Motor

La huelga del metal pone en aprietos a PSA en Vigo

Los paros derivados de la falta de acuerdo en la negociación de los convenios colectivos están poniendo en dificultades a la industria de la automoción en España. La última compañía en sufrir los estragos de las reivindicaciones de los trabajadores ha sido la francesa PSA.

La planta viguesa del primer grupo automovilístico francés reconoció ayer que la huelga de 22.000 trabajadores del sector del metal en la provincia de Pontevedra, que pretenden así presionar para alcanzar un acuerdo en el nuevo convenio colectivo, ha provocado 'importantes alteraciones' en la producción de la planta viguesa y de algunas de sus empresas proveedoras. La compañía no quiso ayer cuantificar el número de coches que se han dejado de producir.

PSA se suma así a la lista de plantas de ensamblaje de vehículos afectadas por las reivindicaciones de los trabajadores. Y eso, a pesar de que la fábrica goza de una salud envidiable en España y que sus trabajadores y los de la mayor parte de la industria auxiliar que nutre a sus cadenas de montaje cuentan con un convenio propio.

La última factoría en sufrir los efectos de paros y protestas, hasta ahora, había sido la planta Navarra de Volkswagen, que ha visto peligrar su existencia en las últimas semanas debido a la falta de acuerdo en el nuevo convenio colectivo y por los paros llevados a cabo por la plantilla, que han motivado que la compañía dejara de producir más de 1.000 coches al día (Más información en la página 15).

Ahora, la factoría viguesa de PSA Peugeot Citroën se ha convertido en uno de los objetivos de los manifestantes del sector del metal. El jueves y el viernes pasado, miles de personas bloquearon la entrada a la planta durante el cambio de turno de tarde. Ayer, alrededor de 10.000 trabajadores del sector del metal, según fuentes de la Policía Local, se manifestaron por las calles de Vigo provocando cortes de tráfico e incidentes con las fuerzas del orden, en la que constituye la cuarta jornada de huelga en el sector en la provincia de Pontevedra.

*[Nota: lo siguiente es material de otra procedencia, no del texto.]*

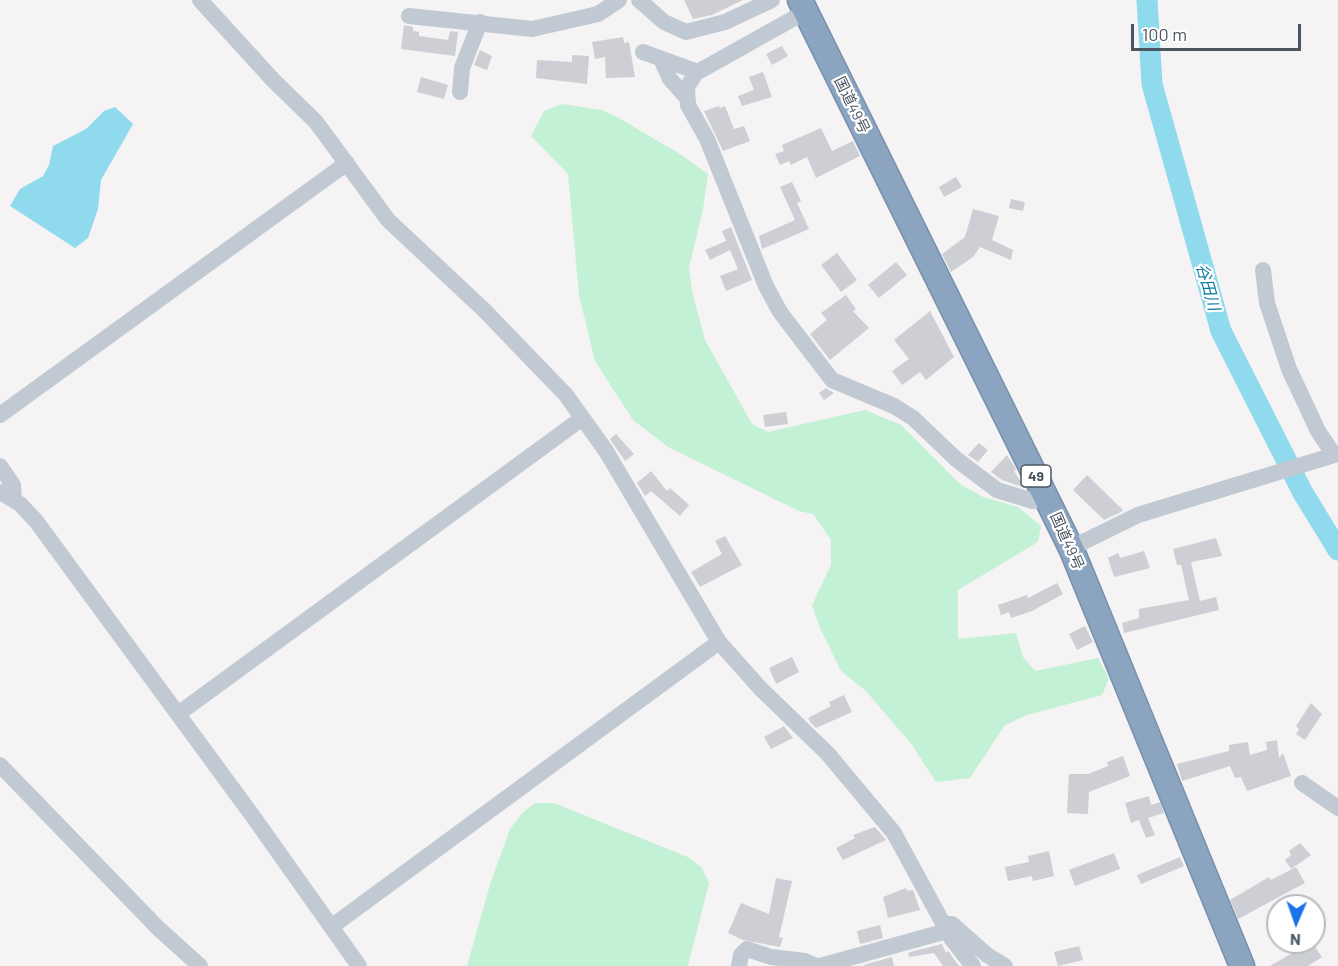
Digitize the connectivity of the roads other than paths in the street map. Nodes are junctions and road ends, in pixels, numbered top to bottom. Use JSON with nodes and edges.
{"nodes":[{"id":1,"x":200,"y":0,"type":"edge"},
{"id":2,"x":619,"y":0,"type":"edge"},
{"id":3,"x":639,"y":0,"type":"edge"},
{"id":4,"x":772,"y":0,"type":"edge"},
{"id":5,"x":802,"y":6,"type":"edge"},
{"id":6,"x":409,"y":16,"type":"dead end"},
{"id":7,"x":480,"y":22,"type":"junction"},
{"id":8,"x":643,"y":52,"type":"dead end"},
{"id":9,"x":661,"y":59,"type":"junction"},
{"id":10,"x":698,"y":72,"type":"junction"},
{"id":11,"x":460,"y":92,"type":"dead end"},
{"id":12,"x":687,"y":98,"type":"junction"},
{"id":13,"x":347,"y":163,"type":"junction"},
{"id":14,"x":1263,"y":270,"type":"dead end"},
{"id":15,"x":0,"y":415,"type":"edge"},
{"id":16,"x":581,"y":419,"type":"junction"},
{"id":17,"x":1334,"y":455,"type":"edge"},
{"id":18,"x":0,"y":466,"type":"edge"},
{"id":19,"x":7,"y":496,"type":"edge"},
{"id":20,"x":1047,"y":497,"type":"junction"},
{"id":21,"x":1071,"y":548,"type":"junction"},
{"id":22,"x":719,"y":642,"type":"junction"},
{"id":23,"x":178,"y":714,"type":"junction"},
{"id":24,"x":0,"y":765,"type":"edge"},
{"id":25,"x":1302,"y":783,"type":"dead end"},
{"id":26,"x":1338,"y":808,"type":"edge"},
{"id":27,"x":331,"y":927,"type":"junction"},
{"id":28,"x":945,"y":928,"type":"junction"},
{"id":29,"x":200,"y":966,"type":"edge"},
{"id":30,"x":359,"y":966,"type":"edge"},
{"id":31,"x":739,"y":966,"type":"edge"},
{"id":32,"x":816,"y":966,"type":"edge"},
{"id":33,"x":820,"y":966,"type":"edge"},
{"id":34,"x":973,"y":966,"type":"edge"},
{"id":35,"x":1005,"y":966,"type":"edge"},
{"id":36,"x":1242,"y":966,"type":"edge"}],
"edges":[{"from":1,"to":13,"type":"street"},
{"from":2,"to":7,"type":"street"},
{"from":3,"to":4,"type":"street"},
{"from":5,"to":10,"type":"street"},
{"from":5,"to":20,"type":"highway","name":"国道49号","number":"49"},
{"from":6,"to":7,"type":"street"},
{"from":7,"to":11,"type":"street"},
{"from":8,"to":9,"type":"street"},
{"from":9,"to":10,"type":"street"},
{"from":9,"to":12,"type":"street"},
{"from":10,"to":12,"type":"street"},
{"from":12,"to":20,"type":"street"},
{"from":13,"to":15,"type":"street"},
{"from":13,"to":16,"type":"street"},
{"from":14,"to":17,"type":"street"},
{"from":16,"to":22,"type":"street"},
{"from":16,"to":23,"type":"street"},
{"from":17,"to":21,"type":"street"},
{"from":18,"to":19,"type":"street"},
{"from":19,"to":23,"type":"street"},
{"from":20,"to":21,"type":"highway","name":"国道49号","number":"49"},
{"from":21,"to":36,"type":"highway","name":"国道49号","number":"49"},
{"from":22,"to":27,"type":"street"},
{"from":22,"to":28,"type":"street"},
{"from":23,"to":27,"type":"street"},
{"from":24,"to":29,"type":"street"},
{"from":25,"to":26,"type":"street"},
{"from":27,"to":30,"type":"street"},
{"from":28,"to":33,"type":"street"},
{"from":28,"to":34,"type":"street"},
{"from":28,"to":35,"type":"street"},
{"from":31,"to":32,"type":"street"}]}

Y la situación podría empeorar si no hay un acuerdo a corto plazo. Los sindicatos entregaron ayer a la Xunta en Vigo la convocatoria de huelga general para todo el sector, a partir del día 11 de mayo, con lo que estarían llamados a participar en el paro indefinido todos los trabajadores de talleres de coches, industria auxiliar metalúrgica, astilleros, instaladores o fontaneros. La convocatoria incluye a los empleados de PSA, a pesar de que tienen convenio propio. Ayer, patronal y empleados retomaron las negociaciones.

Los empresarios, en cualquier caso, han denunciado el uso de la violencia y de actos vandálicos por parte de algunos grupos, y pusieron como condición el fin de estas manifestaciones para retomar las conversaciones con los sindicatos. Sin embargo, los representantes de los trabajadores, incidieron en que salir a la calle a manifestarse 'es la forma que tienen de mostrar su descontento'.

Sensatez y respeto

El grupo francés explicó en su nota a los medios que el tejido industrial gallego debe construirse con 'sensatez y respeto', y advierten de que si se actúa de otra forma, se daña de forma 'irreparable' la imagen de la industria gallega y se comprometen el clima social necesario para un buen desarrollo de la actividad económica, así como la atracción de futuras inversiones en la provincia.

La merma de producción a causa de conflictos ajenos no es algo infrecuente en la industria. En 2004, Seat, dejó de fabricar unos 5.000 coches por los conflictos laborales y huelgas de algunos de sus proveedores.

Las gasolineras preparan movilizaciones

El alza del precio del petróleo provocan conflictos. El último sector en sufrirlo puede ser el de las estaciones de servicio. Unas 4.000 gasolineras afiliadas a la Confederación Española de Estaciones de Servicio, la mitad de las que hay en España, prevén cerrar sus centros el próximo día 25, según una información de El Periódico de Catalunya.

Las gasolineras aseguran que las petroleras no dejan libertad de precios a las estaciones, pese a que así lo establece el Tribunal de Defensa de la Competencia.

Fuentes del sector afirman que el verdadero motivo de la protesta es que los propietarios y gestores de gasolineras reclaman poder vender tabaco, lo que tienen prohibido desde el 1 de enero, así como bebidas alcohólicas. Sólo la pérdida del tabaco supone entre 80 y 100 millones menos de facturación.